1. In gen., plur.: “ut communibus pro communibus utatur, privatis ut suis,Cic. Off. 1, 7, 20: “paucis ostendi gemis et communia laudas,publicity, Hor. Ep. 1, 20, 4; Ov. M. 13, 271.—In sing.: “de communi aliquid consequi,Dig. 17, 2, 52; so Paul. Sent. 1, 18, § 3: “jus communi dividundo,Cic. Fam. 7, 12, 2; cf. Gai Inst. 4, 42; Dig. 2, 1, 11, § 2 al.—
2. Esp. = τὸ κοινόν, a community, state: commune Latium, Cinc. ap. Fest. p. 241, 18 Müll.: “Commune Milyadum,Cic. Verr. 2, 1, 38, § 95: “Siciliae,id. ib. 2, 2, 46, § 114; 2, 2, 59, § 145; “2, 2, 63, § 154: gentis Pelasgae,Ov. M. 12, 7; cf.: “communis Graecia,id. ib. 13, 199; and: res communis = respublica, Sisenn. ap. Non. p. 522, 17.—
b. In commune.
(α). For common use, for all, for a common object, end, advantage, etc.: “metuere,Plaut. As. 2, 2, 20: “consulere,Ter. And. 3, 3, 16; Tac. A. 12, 5: “conferre,Cic. Quint. 3, 12; id. Inv. 2, 3, 8: “vocare honores,” i. e. to bestow equally upon patricians and plebeians, Liv. 6, 40, 18: “profutura,Quint. 6, 1, 7: “laborare (apes),id. 5, 11, 24.—Rarely in communi: “ponere libertatem,Tac. A. 13, 27.—
(β). In general, generally (in post-Aug. prose): “de jure omni disputandum,Quint. 7, 1, 49; Plin. 17, 1, 1, § 9; Tac. G. 27; 38; 40 al.
II. Trop.
A. That represents the common sentiment, democratic: “qui in bello... suo et certorum hominum consilio uteretur, eum magis communem censemus in victoriā futurum fuisse, etc.,Cic. Fam. 4, 9, 2.—
B. Of manners, accessible, familiar, courteous, condescending, affable (kindr. in sense with comis; hence in MSS. very freq. interchanged with it; “v. comis): simplicem et communem et consentientem eligi (amicum) par est,Cic. Lael. 18, 65; so id. Fam. 4, 9, 2: “communis infimis, par principibus,Nep. Att. 3, 1; so Eutr. 8, 5; cf. communitas.—Comp., Suet. Claud. 21 dub. (al. comior).—Sup., Suet. Vesp. 22 dub. (al. comissimus).—
C. T. t.
1. In rhet.: “commune exordium, quod nihilo minus in hanc quam in contrariam partem causae potest convenire,equally appropriate to either side of a cause, Cic. Inv. 1, 18, 26; cf. Quint. 4, 1, 71; Auct. Her. 1, 7, 11; Cic. de Or. 2, 78, 319.—
2. In gram.: verbum, a common verb, i. e. one that has both an active and passive signification, Gell. 15, 13, 1; Prisc. p. 787 P.: syllaba = anceps, i. e. either long or short, Don. p. 1389 P.; Charis. p. 3 ib.; Diom. p. 423 ib.: “genus,of both masculine and feminine gender, Charis. p. 126 ib. et saep.— Hence, Advv.
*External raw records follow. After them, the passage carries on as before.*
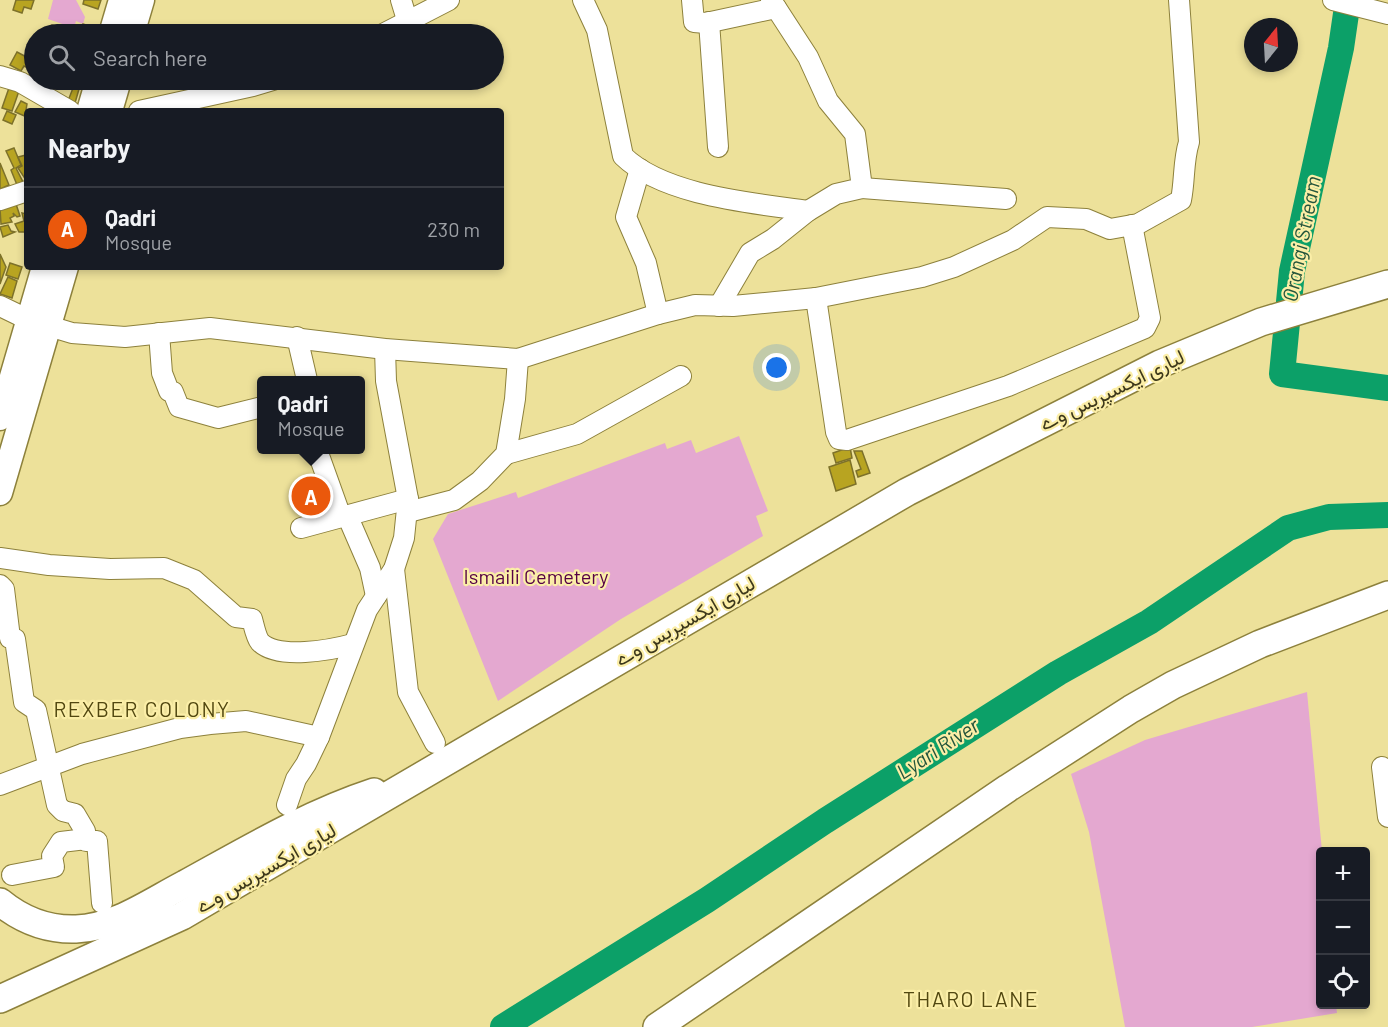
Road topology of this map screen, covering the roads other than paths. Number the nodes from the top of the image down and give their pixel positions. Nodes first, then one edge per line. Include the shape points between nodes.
1 (121, 0) edge
2 (142, 0) edge
3 (400, 0) edge
4 (449, 0) edge
5 (583, 0) edge
6 (692, 0) edge
7 (1179, 0) edge
8 (1333, 0) edge
9 (774, 4) edge
10 (1387, 14) edge
11 (408, 22) junction
12 (709, 22) junction
13 (114, 24) edge
14 (135, 24) edge
15 (404, 24) edge
16 (0, 76) edge
17 (24, 84) edge
18 (34, 90) edge
19 (95, 90) edge
20 (116, 90) edge
21 (235, 90) edge
22 (65, 108) edge
23 (90, 108) edge
24 (111, 108) edge
25 (153, 108) edge
26 (718, 147) dead end
27 (640, 169) junction
28 (862, 188) junction
29 (24, 192) edge
30 (1006, 199) dead end
31 (0, 200) edge
32 (808, 211) junction
33 (1132, 225) junction
34 (44, 270) edge
35 (65, 270) edge
36 (1388, 284) edge
37 (816, 298) junction
38 (0, 306) edge
39 (719, 306) junction
40 (658, 314) junction
41 (39, 323) junction
42 (159, 333) junction
43 (297, 337) junction
44 (385, 350) junction
45 (518, 359) junction
46 (306, 376) edge
47 (681, 376) dead end
48 (257, 408) edge
49 (0, 418) edge
50 (319, 454) edge
51 (506, 454) junction
52 (0, 493) edge
53 (408, 506) junction
54 (344, 516) junction
55 (301, 528) dead end
56 (0, 558) edge
57 (394, 569) junction
58 (0, 585) edge
59 (1388, 595) edge
60 (376, 596) junction
61 (353, 645) junction
62 (319, 737) junction
63 (435, 743) dead end
64 (47, 767) junction
65 (1382, 767) dead end
66 (414, 779) junction
67 (0, 785) edge
68 (287, 805) dead end
69 (1388, 818) edge
70 (86, 839) junction
71 (12, 875) dead end
72 (0, 903) edge
73 (102, 903) dead end
74 (0, 999) edge
75 (657, 1027) edge

1 - 13 main road
2 - 14 main road
3 - 11 street
4 - 11 street
5 - 27 street via 597,30 623,156
6 - 12 street via 694,22
7 - 33 street via 1189,142 1185,182 1181,200 1174,206
8 - 10 street
9 - 12 street
9 - 28 street via 808,57 828,101 855,134
11 - 15 street
12 - 26 street
16 - 17 street
18 - 22 street
19 - 23 main road
20 - 24 main road
21 - 25 street
27 - 32 street via 715,197
27 - 40 street via 626,217 646,263
28 - 30 street
28 - 32 street via 836,194
29 - 31 street
32 - 39 street via 750,253
33 - 37 street via 1110,230 1086,219 1047,217 1013,240 954,267
33 - 37 street via 1150,318 1145,328 1008,386 847,440 839,439 836,432
34 - 41 main road
35 - 41 main road
36 - 66 highway, لیاری ایکسپریس وے via 1261,322 1160,364 907,492
37 - 39 street
38 - 41 street
39 - 40 street via 694,305
40 - 45 street
41 - 42 street via 72,333 125,337
41 - 49 main road
41 - 52 main road
42 - 43 street via 210,328
42 - 48 street via 162,373 179,407 218,418
43 - 44 street
43 - 46 street
44 - 45 street
44 - 53 street via 386,381
45 - 51 street
47 - 51 street via 577,434
50 - 54 street
51 - 53 street via 454,500
53 - 54 street
53 - 57 street via 404,538
54 - 55 street
54 - 60 street via 370,568
56 - 61 street via 110,569 164,568 194,580 236,617 252,619 259,641 272,649 321,652
57 - 60 street
57 - 63 street via 408,692
58 - 64 street via 4,589 10,638 15,639 24,702 36,710
59 - 75 highway via 1260,644 1131,709
60 - 61 street
61 - 62 street
62 - 64 street via 246,721 210,724 180,728
62 - 68 street via 296,778
64 - 67 street
64 - 70 street via 57,805 75,814
65 - 69 street
66 - 72 highway via 328,807 118,919 78,929 50,928 14,914
66 - 74 highway, لیاری ایکسپریس وے via 182,916
70 - 71 street via 62,842 52,855 54,867
70 - 73 street via 97,842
1. Class. form commū-nĭter , together, in common, jointly, generally (very freq.), Varr. R. R. 2, 10; Cic. Off. 3, 20, 80; id. Rosc. Am. 37, 108; id. N. D. 2, 48, 123; Nep. Pelop. 2, 2; Hor. Ep. 1, 2, 13; Ov. M. 6, 262.—Opp. proprie, Quint. 9, 1, 23; “opp. separatim,Cic. Fam. 13, 12, 1; cf. id. Arch. 12, 32.—* Comp., Diom. p. 480 P.—
2. commūnĭtus : deos colere, Varr. ap. Non. p. 510, 5.